Serviços ecossistêmicos
De acordo com Turra, a busca pela sustentabilidade no oceano passa por três elementos-chave: produção sustentável, prosperidade equitativa (distribuição compartilhada dos recursos) e proteção efetiva. O pesquisador destaca que, até 2030, as atividades sustentáveis podem gerar 12 milhões de novos empregos no mundo. “O Painel de Alto Nível para a Economia Sustentável do Oceano prevê que, nos próximos 30 anos, até 2050, o oceano tem o potencial de gerar 40 vezes mais energia do que produz atualmente. E é capaz de gerar seis vezes mais alimento de origem marinha, tudo de forma sustentável”, salienta. “Existe a oportunidade de criar US$ 15,5 trilhões em benefícios para a humanidade até 2050 a partir de investimentos feitos no oceano”, completa.

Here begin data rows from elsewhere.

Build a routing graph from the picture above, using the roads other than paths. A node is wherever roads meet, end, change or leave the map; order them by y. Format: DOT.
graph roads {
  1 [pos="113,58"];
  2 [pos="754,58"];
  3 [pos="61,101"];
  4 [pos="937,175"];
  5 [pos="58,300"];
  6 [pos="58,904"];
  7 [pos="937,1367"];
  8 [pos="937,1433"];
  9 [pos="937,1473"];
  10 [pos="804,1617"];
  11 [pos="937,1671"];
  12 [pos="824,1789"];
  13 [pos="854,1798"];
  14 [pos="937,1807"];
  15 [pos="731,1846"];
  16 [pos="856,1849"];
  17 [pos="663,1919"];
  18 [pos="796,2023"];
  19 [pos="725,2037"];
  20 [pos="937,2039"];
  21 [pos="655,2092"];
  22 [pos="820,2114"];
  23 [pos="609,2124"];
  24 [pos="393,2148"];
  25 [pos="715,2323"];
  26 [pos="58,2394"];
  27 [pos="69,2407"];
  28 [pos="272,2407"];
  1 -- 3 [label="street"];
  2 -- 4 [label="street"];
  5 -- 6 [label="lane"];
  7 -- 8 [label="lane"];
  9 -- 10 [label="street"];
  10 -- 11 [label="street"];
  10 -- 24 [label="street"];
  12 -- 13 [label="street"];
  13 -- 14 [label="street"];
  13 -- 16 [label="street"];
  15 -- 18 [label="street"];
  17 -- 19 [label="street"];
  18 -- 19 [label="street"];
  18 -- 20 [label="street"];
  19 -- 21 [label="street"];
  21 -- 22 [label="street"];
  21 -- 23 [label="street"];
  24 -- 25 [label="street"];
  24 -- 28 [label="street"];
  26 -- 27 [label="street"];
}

Boa parte da economia global passa pelo oceano, já que grande parcela do comércio internacional é transportado pelo mar, sem contar sua influência para o clima e a produção de alimentos. “Toda a produção agrícola, e por consequência boa parte da nossa alimentação e das nossas receitas de exportação, depende do clima e da água. O oceano está conectado com a água dos rios, o ciclo da chuva e a regulagem do clima do planeta”, frisa Ronaldo Christofoletti, professor do Instituto do Mar da Universidade Federal de São Paulo e também membro da RECN.
O potencial biotecnológico existente nos mares ainda é apenas parcialmente conhecido. Pesquisas indicam que estão no oceano respostas e curas para a maior parte das doenças que existem e que venham a existir, como fármacos e vacinas
A geração de energia, aproveitando a dinâmica de ondas, correntes de maré e ventos, e toda a cadeia da indústria do turismo são outras possibilidades de geração de riquezas e utilização sustentável capazes de criar milhões de empregos e recursos para a sociedade.
Está no oceano também a capacidade de reduzir significativamente os gases de efeito estufa da atmosfera, mantendo sob controle a temperatura do planeta. Isso porque as algas marinhas absorvem bilhões de toneladas de dióxido de carbono (CO2) por ano.“Estudos mostram que 30% de áreas protegidas no oceano poderiam ser capazes de restaurar e conservar os habitats e a biodiversidade para, assim, sustentar todos esses serviços e benefícios essenciais que recebemos”, ressalta Turra.
Papel do cidadão
Um dado pouco conhecido é que o oceano fornece 54% do oxigênio que respiramos. “Uma hipótese para o baixo conhecimento em relação ao oceano é o fato de que não o habitamos. A tendência é cuidarmos apenas do que está logo à nossa frente”, reflete Christofoletti. “É preciso entender que tudo no planeta está interligado. Não existe mais a nossa saúde, a saúde dos animais, a saúde da natureza. A saúde é única e a pandemia está mostrando isso”, analisa, lembrando que o desmatamento e a urbanização desordenada são as prováveis causas da disseminação do novo coronavírus pelo mundo.
Os pesquisadores ressaltam que o cuidado com o oceano começa em casa. “O cidadão deve refletir sobre suas escolhas de consumo, identificando e substituindo produtos que são danosos ao meio ambiente, selecionando com consciência os pescados consumidos e praticando um turismo responsável, que incentiva a preservação e a sustentabilidade”, frisa Turra. Estima-se que 8 milhões de toneladas de resíduos acabam no mar todos os anos, sendo 80% proveniente do continente. Isso pode resultar em um cenário em que o oceano tenha mais lixo do que peixes até 2050.